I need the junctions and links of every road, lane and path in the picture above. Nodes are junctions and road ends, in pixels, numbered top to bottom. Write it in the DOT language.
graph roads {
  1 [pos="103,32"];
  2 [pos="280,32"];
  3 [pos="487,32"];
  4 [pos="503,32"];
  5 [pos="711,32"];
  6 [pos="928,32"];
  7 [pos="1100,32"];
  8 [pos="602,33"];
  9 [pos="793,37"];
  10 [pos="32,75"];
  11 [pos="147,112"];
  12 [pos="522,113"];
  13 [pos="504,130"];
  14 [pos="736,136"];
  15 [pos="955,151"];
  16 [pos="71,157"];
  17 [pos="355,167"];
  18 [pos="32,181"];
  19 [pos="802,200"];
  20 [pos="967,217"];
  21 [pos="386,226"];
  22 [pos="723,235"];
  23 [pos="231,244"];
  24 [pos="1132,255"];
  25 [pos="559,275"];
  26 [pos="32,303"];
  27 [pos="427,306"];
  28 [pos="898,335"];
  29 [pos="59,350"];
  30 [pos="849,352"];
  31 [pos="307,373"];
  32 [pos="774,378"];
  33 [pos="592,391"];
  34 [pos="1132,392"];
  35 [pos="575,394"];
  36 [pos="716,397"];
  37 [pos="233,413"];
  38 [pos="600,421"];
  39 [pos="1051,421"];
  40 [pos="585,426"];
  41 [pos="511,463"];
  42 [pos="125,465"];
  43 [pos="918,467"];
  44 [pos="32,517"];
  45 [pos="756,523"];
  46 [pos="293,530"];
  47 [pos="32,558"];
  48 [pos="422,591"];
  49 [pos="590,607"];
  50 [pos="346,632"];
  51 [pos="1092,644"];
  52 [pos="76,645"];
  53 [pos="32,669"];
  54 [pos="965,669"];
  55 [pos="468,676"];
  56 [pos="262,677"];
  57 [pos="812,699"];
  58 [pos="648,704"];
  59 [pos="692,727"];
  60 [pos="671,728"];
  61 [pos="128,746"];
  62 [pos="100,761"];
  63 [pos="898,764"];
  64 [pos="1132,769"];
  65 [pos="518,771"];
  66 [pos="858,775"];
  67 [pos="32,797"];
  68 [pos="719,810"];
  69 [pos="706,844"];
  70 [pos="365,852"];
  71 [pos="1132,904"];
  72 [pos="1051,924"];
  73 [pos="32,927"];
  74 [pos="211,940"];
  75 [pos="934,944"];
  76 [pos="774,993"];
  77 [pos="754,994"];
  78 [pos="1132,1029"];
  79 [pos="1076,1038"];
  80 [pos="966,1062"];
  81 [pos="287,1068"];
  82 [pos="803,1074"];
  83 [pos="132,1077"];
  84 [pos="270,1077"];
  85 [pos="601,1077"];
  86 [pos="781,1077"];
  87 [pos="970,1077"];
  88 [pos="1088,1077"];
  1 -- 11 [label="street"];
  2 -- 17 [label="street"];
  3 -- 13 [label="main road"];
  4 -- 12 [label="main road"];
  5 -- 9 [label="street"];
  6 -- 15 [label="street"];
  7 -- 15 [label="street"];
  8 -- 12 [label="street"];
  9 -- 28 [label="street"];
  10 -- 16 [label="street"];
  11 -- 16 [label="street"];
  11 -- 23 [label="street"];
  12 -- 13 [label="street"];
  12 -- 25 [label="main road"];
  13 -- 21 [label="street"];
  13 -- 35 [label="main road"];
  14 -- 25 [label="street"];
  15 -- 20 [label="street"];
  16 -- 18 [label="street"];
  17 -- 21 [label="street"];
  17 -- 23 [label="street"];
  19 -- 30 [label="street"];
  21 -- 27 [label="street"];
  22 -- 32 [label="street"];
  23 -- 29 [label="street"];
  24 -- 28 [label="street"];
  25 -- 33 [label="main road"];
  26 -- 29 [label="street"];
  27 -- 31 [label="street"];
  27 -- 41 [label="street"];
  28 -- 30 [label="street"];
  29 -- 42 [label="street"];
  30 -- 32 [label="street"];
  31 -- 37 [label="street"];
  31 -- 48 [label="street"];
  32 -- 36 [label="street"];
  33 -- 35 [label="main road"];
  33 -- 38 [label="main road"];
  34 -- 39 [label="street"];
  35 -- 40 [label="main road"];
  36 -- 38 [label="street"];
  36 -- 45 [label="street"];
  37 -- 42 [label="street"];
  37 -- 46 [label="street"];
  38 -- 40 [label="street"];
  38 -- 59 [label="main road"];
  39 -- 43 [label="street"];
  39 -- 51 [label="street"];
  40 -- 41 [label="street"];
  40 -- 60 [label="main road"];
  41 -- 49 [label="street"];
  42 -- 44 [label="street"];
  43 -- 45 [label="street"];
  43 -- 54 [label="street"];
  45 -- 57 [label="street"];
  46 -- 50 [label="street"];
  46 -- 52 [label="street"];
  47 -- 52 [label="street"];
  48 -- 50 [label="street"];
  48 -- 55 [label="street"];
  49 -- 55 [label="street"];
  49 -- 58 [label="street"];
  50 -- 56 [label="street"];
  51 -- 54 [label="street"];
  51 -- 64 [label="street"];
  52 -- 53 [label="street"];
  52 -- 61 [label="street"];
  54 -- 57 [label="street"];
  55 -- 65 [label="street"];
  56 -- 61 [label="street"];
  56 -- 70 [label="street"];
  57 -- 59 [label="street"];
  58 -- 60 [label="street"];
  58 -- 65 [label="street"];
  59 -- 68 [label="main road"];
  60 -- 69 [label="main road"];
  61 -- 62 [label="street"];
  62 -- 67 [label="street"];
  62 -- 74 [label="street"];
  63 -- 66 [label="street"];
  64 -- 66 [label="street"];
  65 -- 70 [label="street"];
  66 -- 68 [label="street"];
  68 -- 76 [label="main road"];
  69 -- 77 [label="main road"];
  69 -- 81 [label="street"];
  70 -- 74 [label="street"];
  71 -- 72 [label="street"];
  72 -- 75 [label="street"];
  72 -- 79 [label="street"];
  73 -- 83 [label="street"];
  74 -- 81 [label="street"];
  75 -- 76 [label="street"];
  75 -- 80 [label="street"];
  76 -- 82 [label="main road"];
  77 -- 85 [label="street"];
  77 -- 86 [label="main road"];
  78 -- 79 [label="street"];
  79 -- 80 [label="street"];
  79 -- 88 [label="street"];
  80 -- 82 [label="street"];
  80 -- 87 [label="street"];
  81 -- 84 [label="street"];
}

• • • • • • •

__Action item__: Without any alteration, repeat the entire listing.

__Solution to this problem__:
I need the junctions and links of every road, lane and path in the picture above. Nodes are junctions and road ends, in pixels, numbered top to bottom. Write it in the DOT language.
graph roads {
  1 [pos="103,32"];
  2 [pos="280,32"];
  3 [pos="487,32"];
  4 [pos="503,32"];
  5 [pos="711,32"];
  6 [pos="928,32"];
  7 [pos="1100,32"];
  8 [pos="602,33"];
  9 [pos="793,37"];
  10 [pos="32,75"];
  11 [pos="147,112"];
  12 [pos="522,113"];
  13 [pos="504,130"];
  14 [pos="736,136"];
  15 [pos="955,151"];
  16 [pos="71,157"];
  17 [pos="355,167"];
  18 [pos="32,181"];
  19 [pos="802,200"];
  20 [pos="967,217"];
  21 [pos="386,226"];
  22 [pos="723,235"];
  23 [pos="231,244"];
  24 [pos="1132,255"];
  25 [pos="559,275"];
  26 [pos="32,303"];
  27 [pos="427,306"];
  28 [pos="898,335"];
  29 [pos="59,350"];
  30 [pos="849,352"];
  31 [pos="307,373"];
  32 [pos="774,378"];
  33 [pos="592,391"];
  34 [pos="1132,392"];
  35 [pos="575,394"];
  36 [pos="716,397"];
  37 [pos="233,413"];
  38 [pos="600,421"];
  39 [pos="1051,421"];
  40 [pos="585,426"];
  41 [pos="511,463"];
  42 [pos="125,465"];
  43 [pos="918,467"];
  44 [pos="32,517"];
  45 [pos="756,523"];
  46 [pos="293,530"];
  47 [pos="32,558"];
  48 [pos="422,591"];
  49 [pos="590,607"];
  50 [pos="346,632"];
  51 [pos="1092,644"];
  52 [pos="76,645"];
  53 [pos="32,669"];
  54 [pos="965,669"];
  55 [pos="468,676"];
  56 [pos="262,677"];
  57 [pos="812,699"];
  58 [pos="648,704"];
  59 [pos="692,727"];
  60 [pos="671,728"];
  61 [pos="128,746"];
  62 [pos="100,761"];
  63 [pos="898,764"];
  64 [pos="1132,769"];
  65 [pos="518,771"];
  66 [pos="858,775"];
  67 [pos="32,797"];
  68 [pos="719,810"];
  69 [pos="706,844"];
  70 [pos="365,852"];
  71 [pos="1132,904"];
  72 [pos="1051,924"];
  73 [pos="32,927"];
  74 [pos="211,940"];
  75 [pos="934,944"];
  76 [pos="774,993"];
  77 [pos="754,994"];
  78 [pos="1132,1029"];
  79 [pos="1076,1038"];
  80 [pos="966,1062"];
  81 [pos="287,1068"];
  82 [pos="803,1074"];
  83 [pos="132,1077"];
  84 [pos="270,1077"];
  85 [pos="601,1077"];
  86 [pos="781,1077"];
  87 [pos="970,1077"];
  88 [pos="1088,1077"];
  1 -- 11 [label="street"];
  2 -- 17 [label="street"];
  3 -- 13 [label="main road"];
  4 -- 12 [label="main road"];
  5 -- 9 [label="street"];
  6 -- 15 [label="street"];
  7 -- 15 [label="street"];
  8 -- 12 [label="street"];
  9 -- 28 [label="street"];
  10 -- 16 [label="street"];
  11 -- 16 [label="street"];
  11 -- 23 [label="street"];
  12 -- 13 [label="street"];
  12 -- 25 [label="main road"];
  13 -- 21 [label="street"];
  13 -- 35 [label="main road"];
  14 -- 25 [label="street"];
  15 -- 20 [label="street"];
  16 -- 18 [label="street"];
  17 -- 21 [label="street"];
  17 -- 23 [label="street"];
  19 -- 30 [label="street"];
  21 -- 27 [label="street"];
  22 -- 32 [label="street"];
  23 -- 29 [label="street"];
  24 -- 28 [label="street"];
  25 -- 33 [label="main road"];
  26 -- 29 [label="street"];
  27 -- 31 [label="street"];
  27 -- 41 [label="street"];
  28 -- 30 [label="street"];
  29 -- 42 [label="street"];
  30 -- 32 [label="street"];
  31 -- 37 [label="street"];
  31 -- 48 [label="street"];
  32 -- 36 [label="street"];
  33 -- 35 [label="main road"];
  33 -- 38 [label="main road"];
  34 -- 39 [label="street"];
  35 -- 40 [label="main road"];
  36 -- 38 [label="street"];
  36 -- 45 [label="street"];
  37 -- 42 [label="street"];
  37 -- 46 [label="street"];
  38 -- 40 [label="street"];
  38 -- 59 [label="main road"];
  39 -- 43 [label="street"];
  39 -- 51 [label="street"];
  40 -- 41 [label="street"];
  40 -- 60 [label="main road"];
  41 -- 49 [label="street"];
  42 -- 44 [label="street"];
  43 -- 45 [label="street"];
  43 -- 54 [label="street"];
  45 -- 57 [label="street"];
  46 -- 50 [label="street"];
  46 -- 52 [label="street"];
  47 -- 52 [label="street"];
  48 -- 50 [label="street"];
  48 -- 55 [label="street"];
  49 -- 55 [label="street"];
  49 -- 58 [label="street"];
  50 -- 56 [label="street"];
  51 -- 54 [label="street"];
  51 -- 64 [label="street"];
  52 -- 53 [label="street"];
  52 -- 61 [label="street"];
  54 -- 57 [label="street"];
  55 -- 65 [label="street"];
  56 -- 61 [label="street"];
  56 -- 70 [label="street"];
  57 -- 59 [label="street"];
  58 -- 60 [label="street"];
  58 -- 65 [label="street"];
  59 -- 68 [label="main road"];
  60 -- 69 [label="main road"];
  61 -- 62 [label="street"];
  62 -- 67 [label="street"];
  62 -- 74 [label="street"];
  63 -- 66 [label="street"];
  64 -- 66 [label="street"];
  65 -- 70 [label="street"];
  66 -- 68 [label="street"];
  68 -- 76 [label="main road"];
  69 -- 77 [label="main road"];
  69 -- 81 [label="street"];
  70 -- 74 [label="street"];
  71 -- 72 [label="street"];
  72 -- 75 [label="street"];
  72 -- 79 [label="street"];
  73 -- 83 [label="street"];
  74 -- 81 [label="street"];
  75 -- 76 [label="street"];
  75 -- 80 [label="street"];
  76 -- 82 [label="main road"];
  77 -- 85 [label="street"];
  77 -- 86 [label="main road"];
  78 -- 79 [label="street"];
  79 -- 80 [label="street"];
  79 -- 88 [label="street"];
  80 -- 82 [label="street"];
  80 -- 87 [label="street"];
  81 -- 84 [label="street"];
}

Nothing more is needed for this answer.